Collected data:
____________________

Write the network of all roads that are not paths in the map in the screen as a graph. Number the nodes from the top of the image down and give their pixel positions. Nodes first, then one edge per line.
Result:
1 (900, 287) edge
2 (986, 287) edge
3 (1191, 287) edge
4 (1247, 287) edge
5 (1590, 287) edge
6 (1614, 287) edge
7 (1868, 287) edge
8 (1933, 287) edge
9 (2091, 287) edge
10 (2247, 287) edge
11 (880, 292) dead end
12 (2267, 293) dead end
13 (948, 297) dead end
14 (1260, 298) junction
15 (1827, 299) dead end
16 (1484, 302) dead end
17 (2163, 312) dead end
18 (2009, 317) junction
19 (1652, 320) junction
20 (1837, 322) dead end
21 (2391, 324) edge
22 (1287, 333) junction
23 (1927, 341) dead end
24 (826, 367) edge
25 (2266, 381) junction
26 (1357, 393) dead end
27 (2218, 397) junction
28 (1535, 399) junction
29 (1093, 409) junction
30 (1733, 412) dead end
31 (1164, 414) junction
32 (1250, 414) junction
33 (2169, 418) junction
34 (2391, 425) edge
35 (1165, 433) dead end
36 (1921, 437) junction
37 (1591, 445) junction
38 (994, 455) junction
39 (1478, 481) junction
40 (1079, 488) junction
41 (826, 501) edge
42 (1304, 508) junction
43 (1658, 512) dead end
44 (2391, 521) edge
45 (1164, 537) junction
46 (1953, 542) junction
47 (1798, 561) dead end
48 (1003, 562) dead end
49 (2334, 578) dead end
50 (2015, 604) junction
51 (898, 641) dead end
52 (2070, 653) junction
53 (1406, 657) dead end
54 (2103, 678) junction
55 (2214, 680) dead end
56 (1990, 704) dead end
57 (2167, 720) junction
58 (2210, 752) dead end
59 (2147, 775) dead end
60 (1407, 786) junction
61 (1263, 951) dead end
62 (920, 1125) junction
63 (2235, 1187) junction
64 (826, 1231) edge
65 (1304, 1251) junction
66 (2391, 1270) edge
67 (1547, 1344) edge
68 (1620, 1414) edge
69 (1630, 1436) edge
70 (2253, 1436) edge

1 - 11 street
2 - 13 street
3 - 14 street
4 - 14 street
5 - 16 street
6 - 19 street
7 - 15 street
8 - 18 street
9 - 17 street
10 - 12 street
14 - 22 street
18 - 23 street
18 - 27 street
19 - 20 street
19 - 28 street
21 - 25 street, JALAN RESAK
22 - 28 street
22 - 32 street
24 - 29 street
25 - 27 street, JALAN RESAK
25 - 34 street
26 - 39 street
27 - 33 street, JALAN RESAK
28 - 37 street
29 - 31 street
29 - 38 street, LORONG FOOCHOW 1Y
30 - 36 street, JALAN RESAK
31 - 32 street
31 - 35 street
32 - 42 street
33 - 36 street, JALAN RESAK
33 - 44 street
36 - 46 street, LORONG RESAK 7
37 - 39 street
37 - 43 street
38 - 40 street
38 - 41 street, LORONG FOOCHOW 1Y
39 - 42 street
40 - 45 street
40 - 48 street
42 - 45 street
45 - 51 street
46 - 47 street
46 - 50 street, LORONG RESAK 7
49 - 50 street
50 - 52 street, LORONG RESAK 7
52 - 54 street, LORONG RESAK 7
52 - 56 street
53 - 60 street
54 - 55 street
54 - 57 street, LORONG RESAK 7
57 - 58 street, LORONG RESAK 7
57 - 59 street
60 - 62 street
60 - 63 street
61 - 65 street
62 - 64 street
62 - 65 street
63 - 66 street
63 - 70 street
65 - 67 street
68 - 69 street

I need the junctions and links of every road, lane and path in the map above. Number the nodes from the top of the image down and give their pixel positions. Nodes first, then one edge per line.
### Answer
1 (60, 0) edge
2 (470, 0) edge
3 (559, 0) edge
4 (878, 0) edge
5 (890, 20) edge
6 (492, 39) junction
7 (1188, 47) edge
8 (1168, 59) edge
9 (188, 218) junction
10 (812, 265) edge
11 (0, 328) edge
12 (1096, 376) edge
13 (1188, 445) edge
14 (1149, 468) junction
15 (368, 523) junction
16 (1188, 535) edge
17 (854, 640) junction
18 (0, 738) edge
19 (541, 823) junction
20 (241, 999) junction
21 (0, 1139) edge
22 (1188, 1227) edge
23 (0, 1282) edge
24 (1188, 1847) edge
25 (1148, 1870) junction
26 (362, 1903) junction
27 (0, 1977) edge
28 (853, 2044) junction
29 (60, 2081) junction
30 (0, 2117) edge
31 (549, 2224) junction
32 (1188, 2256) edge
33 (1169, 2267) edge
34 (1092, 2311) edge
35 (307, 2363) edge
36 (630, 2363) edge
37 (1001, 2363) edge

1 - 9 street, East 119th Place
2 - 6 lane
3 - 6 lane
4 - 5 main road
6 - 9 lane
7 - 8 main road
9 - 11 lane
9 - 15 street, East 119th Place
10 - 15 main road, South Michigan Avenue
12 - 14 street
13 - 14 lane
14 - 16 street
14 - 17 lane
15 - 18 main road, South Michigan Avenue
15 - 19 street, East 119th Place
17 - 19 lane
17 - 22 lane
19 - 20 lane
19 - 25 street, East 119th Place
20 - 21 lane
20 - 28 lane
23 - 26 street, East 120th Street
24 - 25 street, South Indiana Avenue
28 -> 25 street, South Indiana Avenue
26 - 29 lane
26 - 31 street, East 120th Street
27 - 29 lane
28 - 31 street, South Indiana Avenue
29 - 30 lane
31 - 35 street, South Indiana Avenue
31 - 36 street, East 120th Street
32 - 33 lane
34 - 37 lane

____________________

Your goal: Nothing in the records may change; output all of them exactly.

Expected output:
Write the network of all roads that are not paths in the map in the screen as a graph. Number the nodes from the top of the image down and give their pixel positions. Nodes first, then one edge per line.
Result:
1 (900, 287) edge
2 (986, 287) edge
3 (1191, 287) edge
4 (1247, 287) edge
5 (1590, 287) edge
6 (1614, 287) edge
7 (1868, 287) edge
8 (1933, 287) edge
9 (2091, 287) edge
10 (2247, 287) edge
11 (880, 292) dead end
12 (2267, 293) dead end
13 (948, 297) dead end
14 (1260, 298) junction
15 (1827, 299) dead end
16 (1484, 302) dead end
17 (2163, 312) dead end
18 (2009, 317) junction
19 (1652, 320) junction
20 (1837, 322) dead end
21 (2391, 324) edge
22 (1287, 333) junction
23 (1927, 341) dead end
24 (826, 367) edge
25 (2266, 381) junction
26 (1357, 393) dead end
27 (2218, 397) junction
28 (1535, 399) junction
29 (1093, 409) junction
30 (1733, 412) dead end
31 (1164, 414) junction
32 (1250, 414) junction
33 (2169, 418) junction
34 (2391, 425) edge
35 (1165, 433) dead end
36 (1921, 437) junction
37 (1591, 445) junction
38 (994, 455) junction
39 (1478, 481) junction
40 (1079, 488) junction
41 (826, 501) edge
42 (1304, 508) junction
43 (1658, 512) dead end
44 (2391, 521) edge
45 (1164, 537) junction
46 (1953, 542) junction
47 (1798, 561) dead end
48 (1003, 562) dead end
49 (2334, 578) dead end
50 (2015, 604) junction
51 (898, 641) dead end
52 (2070, 653) junction
53 (1406, 657) dead end
54 (2103, 678) junction
55 (2214, 680) dead end
56 (1990, 704) dead end
57 (2167, 720) junction
58 (2210, 752) dead end
59 (2147, 775) dead end
60 (1407, 786) junction
61 (1263, 951) dead end
62 (920, 1125) junction
63 (2235, 1187) junction
64 (826, 1231) edge
65 (1304, 1251) junction
66 (2391, 1270) edge
67 (1547, 1344) edge
68 (1620, 1414) edge
69 (1630, 1436) edge
70 (2253, 1436) edge

1 - 11 street
2 - 13 street
3 - 14 street
4 - 14 street
5 - 16 street
6 - 19 street
7 - 15 street
8 - 18 street
9 - 17 street
10 - 12 street
14 - 22 street
18 - 23 street
18 - 27 street
19 - 20 street
19 - 28 street
21 - 25 street, JALAN RESAK
22 - 28 street
22 - 32 street
24 - 29 street
25 - 27 street, JALAN RESAK
25 - 34 street
26 - 39 street
27 - 33 street, JALAN RESAK
28 - 37 street
29 - 31 street
29 - 38 street, LORONG FOOCHOW 1Y
30 - 36 street, JALAN RESAK
31 - 32 street
31 - 35 street
32 - 42 street
33 - 36 street, JALAN RESAK
33 - 44 street
36 - 46 street, LORONG RESAK 7
37 - 39 street
37 - 43 street
38 - 40 street
38 - 41 street, LORONG FOOCHOW 1Y
39 - 42 street
40 - 45 street
40 - 48 street
42 - 45 street
45 - 51 street
46 - 47 street
46 - 50 street, LORONG RESAK 7
49 - 50 street
50 - 52 street, LORONG RESAK 7
52 - 54 street, LORONG RESAK 7
52 - 56 street
53 - 60 street
54 - 55 street
54 - 57 street, LORONG RESAK 7
57 - 58 street, LORONG RESAK 7
57 - 59 street
60 - 62 street
60 - 63 street
61 - 65 street
62 - 64 street
62 - 65 street
63 - 66 street
63 - 70 street
65 - 67 street
68 - 69 street

I need the junctions and links of every road, lane and path in the map above. Number the nodes from the top of the image down and give their pixel positions. Nodes first, then one edge per line.
### Answer
1 (60, 0) edge
2 (470, 0) edge
3 (559, 0) edge
4 (878, 0) edge
5 (890, 20) edge
6 (492, 39) junction
7 (1188, 47) edge
8 (1168, 59) edge
9 (188, 218) junction
10 (812, 265) edge
11 (0, 328) edge
12 (1096, 376) edge
13 (1188, 445) edge
14 (1149, 468) junction
15 (368, 523) junction
16 (1188, 535) edge
17 (854, 640) junction
18 (0, 738) edge
19 (541, 823) junction
20 (241, 999) junction
21 (0, 1139) edge
22 (1188, 1227) edge
23 (0, 1282) edge
24 (1188, 1847) edge
25 (1148, 1870) junction
26 (362, 1903) junction
27 (0, 1977) edge
28 (853, 2044) junction
29 (60, 2081) junction
30 (0, 2117) edge
31 (549, 2224) junction
32 (1188, 2256) edge
33 (1169, 2267) edge
34 (1092, 2311) edge
35 (307, 2363) edge
36 (630, 2363) edge
37 (1001, 2363) edge

1 - 9 street, East 119th Place
2 - 6 lane
3 - 6 lane
4 - 5 main road
6 - 9 lane
7 - 8 main road
9 - 11 lane
9 - 15 street, East 119th Place
10 - 15 main road, South Michigan Avenue
12 - 14 street
13 - 14 lane
14 - 16 street
14 - 17 lane
15 - 18 main road, South Michigan Avenue
15 - 19 street, East 119th Place
17 - 19 lane
17 - 22 lane
19 - 20 lane
19 - 25 street, East 119th Place
20 - 21 lane
20 - 28 lane
23 - 26 street, East 120th Street
24 - 25 street, South Indiana Avenue
28 -> 25 street, South Indiana Avenue
26 - 29 lane
26 - 31 street, East 120th Street
27 - 29 lane
28 - 31 street, South Indiana Avenue
29 - 30 lane
31 - 35 street, South Indiana Avenue
31 - 36 street, East 120th Street
32 - 33 lane
34 - 37 lane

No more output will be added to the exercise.